Retail moderne, nouvelle visibilité
La stratégie d’accès au marché combine e-commerce et partenariats avec des réseaux de distribution. Des accords avec EDK, Star Oil, Elton et Pridoux ont ajouté plus de 40 nouveaux points de vente à Dakar et sa périphérie : un saut de visibilité pour des produits longtemps cantonnés au commerce informel.
La reconnaissance, puis la vitesse de croisière
En novembre 2023, l’AWIEF consacre Salamba Diène « Young Entrepreneur of the Year ». Le jury salue à la fois l’industrialisation, l’empreinte sociale et la capacité à connecter des ingrédients 100 % sénégalais aux standards internationaux.

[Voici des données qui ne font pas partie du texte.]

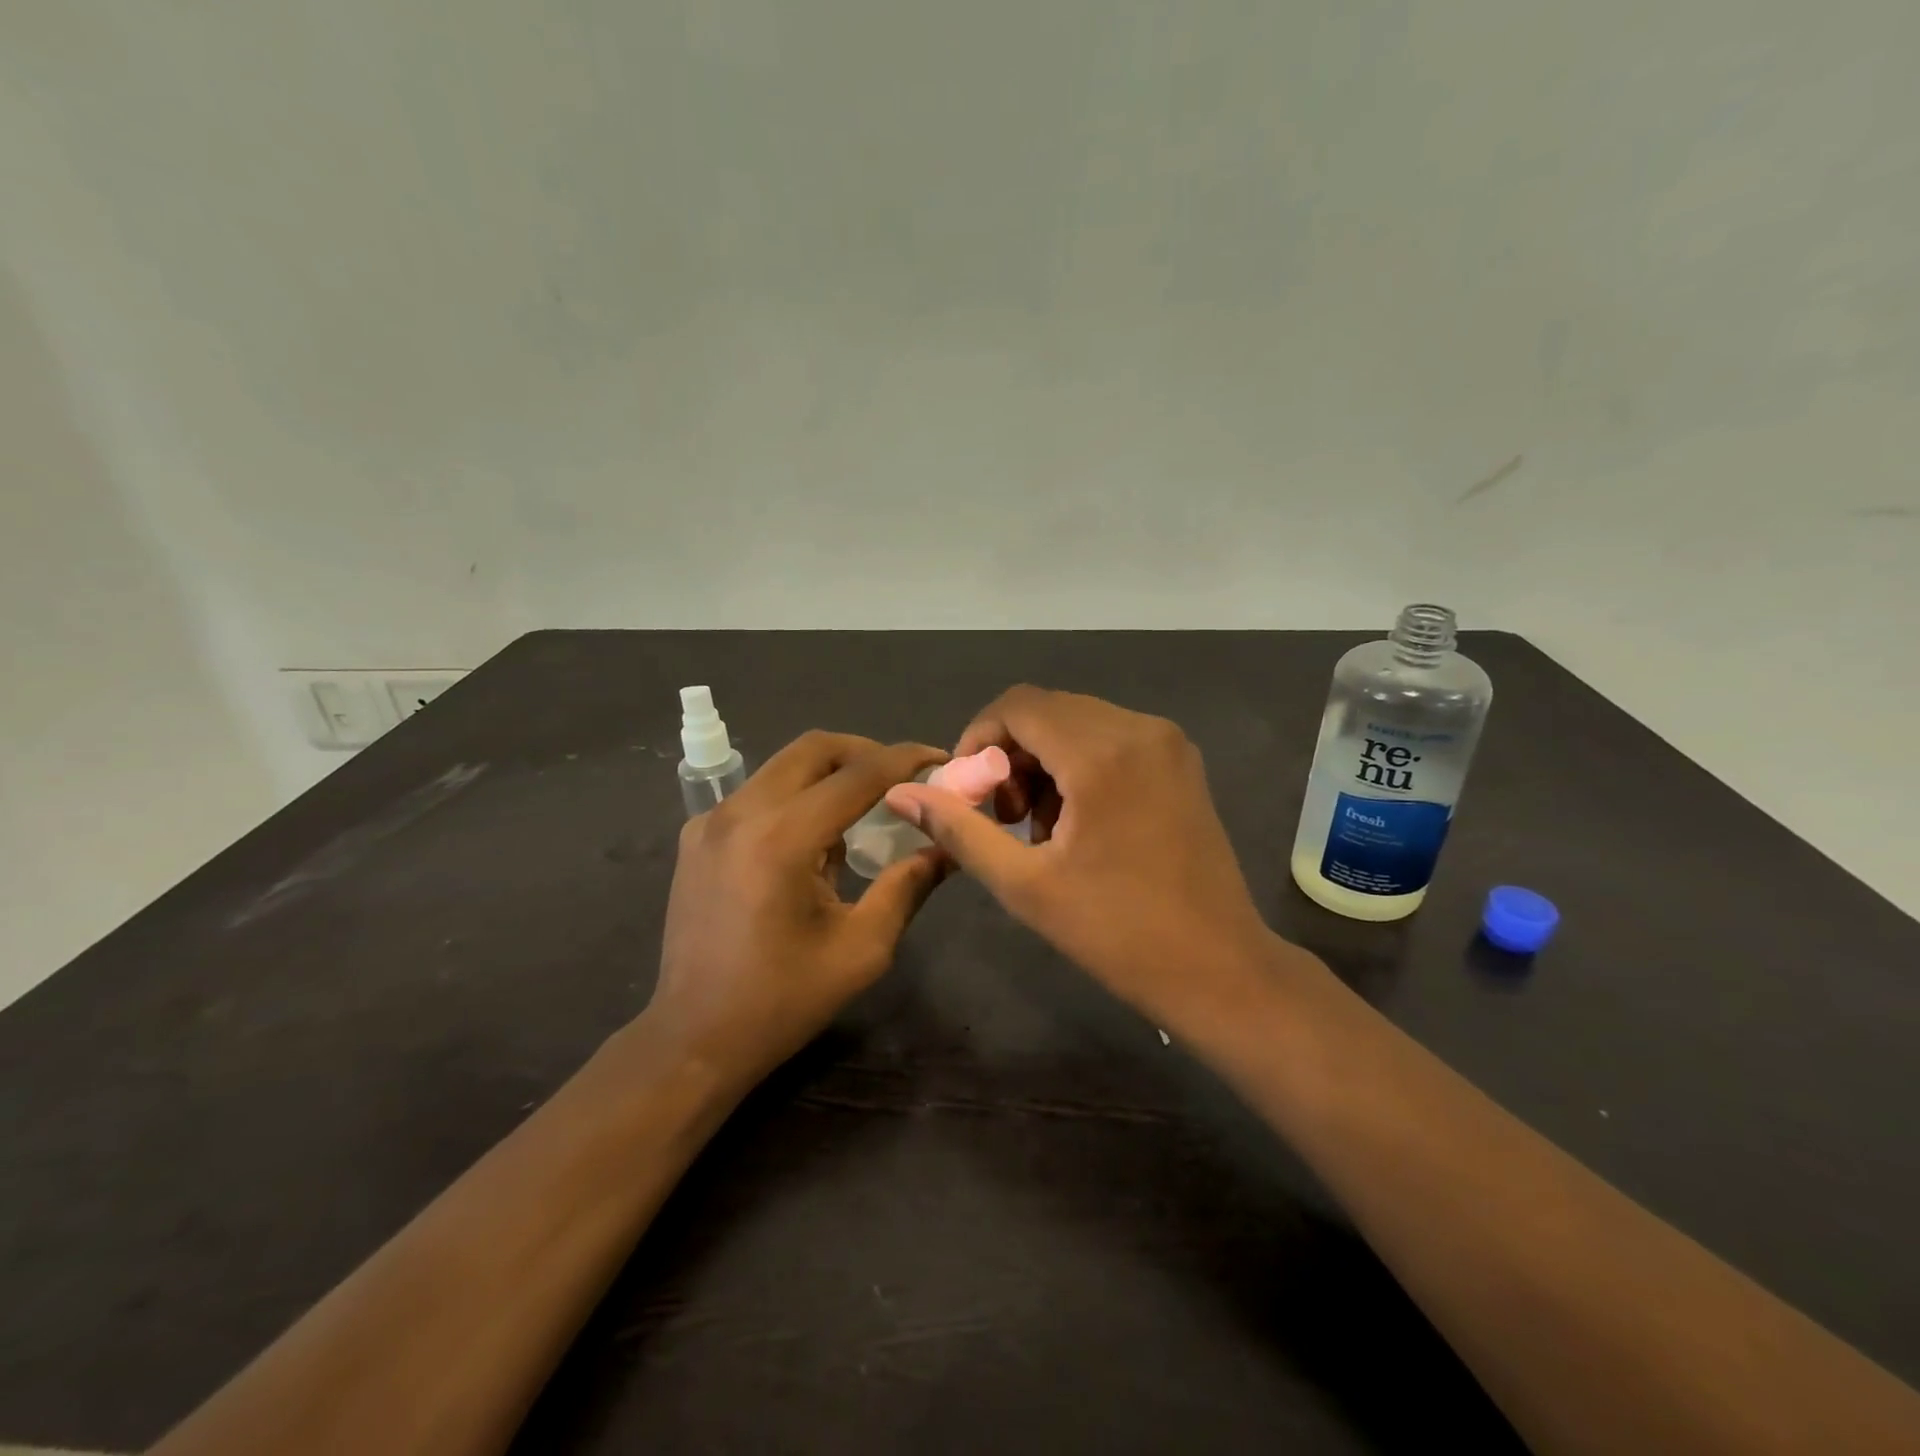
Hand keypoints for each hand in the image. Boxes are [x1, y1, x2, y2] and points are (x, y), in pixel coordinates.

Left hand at [649, 731, 948, 1086]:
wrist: (694, 1038)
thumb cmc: (783, 1000)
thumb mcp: (862, 948)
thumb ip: (908, 885)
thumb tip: (948, 845)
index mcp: (782, 839)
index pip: (858, 774)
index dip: (905, 760)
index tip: (940, 759)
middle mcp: (741, 813)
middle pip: (814, 749)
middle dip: (866, 752)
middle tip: (901, 778)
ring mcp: (711, 821)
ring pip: (783, 765)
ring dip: (830, 773)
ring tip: (865, 805)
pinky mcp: (697, 836)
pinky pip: (758, 793)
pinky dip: (796, 795)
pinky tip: (814, 835)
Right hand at [885, 686, 1277, 1031]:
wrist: (1218, 968)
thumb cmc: (1118, 933)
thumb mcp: (1025, 885)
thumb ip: (960, 830)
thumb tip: (901, 794)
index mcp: (1102, 753)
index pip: (1018, 706)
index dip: (979, 738)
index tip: (968, 791)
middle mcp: (1139, 729)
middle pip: (1048, 711)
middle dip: (1010, 754)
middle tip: (1003, 817)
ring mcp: (1167, 742)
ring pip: (1078, 723)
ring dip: (1043, 762)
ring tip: (1039, 828)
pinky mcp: (1180, 762)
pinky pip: (1111, 739)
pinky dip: (1079, 766)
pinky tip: (1078, 821)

L’entreprise revendique des exportations vers l’Europe, l’Amérique du Nord et le Japon et, en 2025, 59 employés un effectif encore modeste mais déjà structurant sur la zone.
Leadership d’impact
Le parcours de Salamba Diène est indissociable de l’autonomisation économique des femmes. Le partenariat avec l’USAID a servi de catalyseur, mais la vision est antérieure : organiser des chaînes d’approvisionnement inclusives, qui garantissent volumes, qualité et revenus. « Améliorer notre productivité, notre compétitivité et notre impact socio-économique », résume-t-elle, comme une ligne de conduite plutôt qu’un slogan.
Les défis de la maturité
Passer de l’atelier à l’usine implique de tenir la promesse qualité (normes, certifications), de fiabiliser la logistique (ruptures saisonnières, conservation des poudres et farines) et d’animer la marque dans des circuits modernes où la concurrence est frontale (prix, packaging, disponibilité). La montée en capacité à Bambilor et l’adossement à des réseaux retail attestent d’une gouvernance plus processée, sans rompre avec l’ADN artisanal qui a fait le succès de Biosene.
Pourquoi son histoire compte
Parce qu’elle réconcilie patrimoine culinaire et industrie, montre que la valeur peut être créée au village comme à l’usine, et que des marques sénégalaises peuvent se battre et gagner sur des marchés exigeants. Dans un pays où l’agro-transformation est appelée à jouer un rôle majeur pour la souveraineté alimentaire et l’emploi, Salamba Diène propose un récit scalable et inspirant : partir des graines (mil, fonio), investir dans la qualité, bâtir des ponts vers la grande distribution et l’export tout en banalisant l’excellence « Made in Senegal ».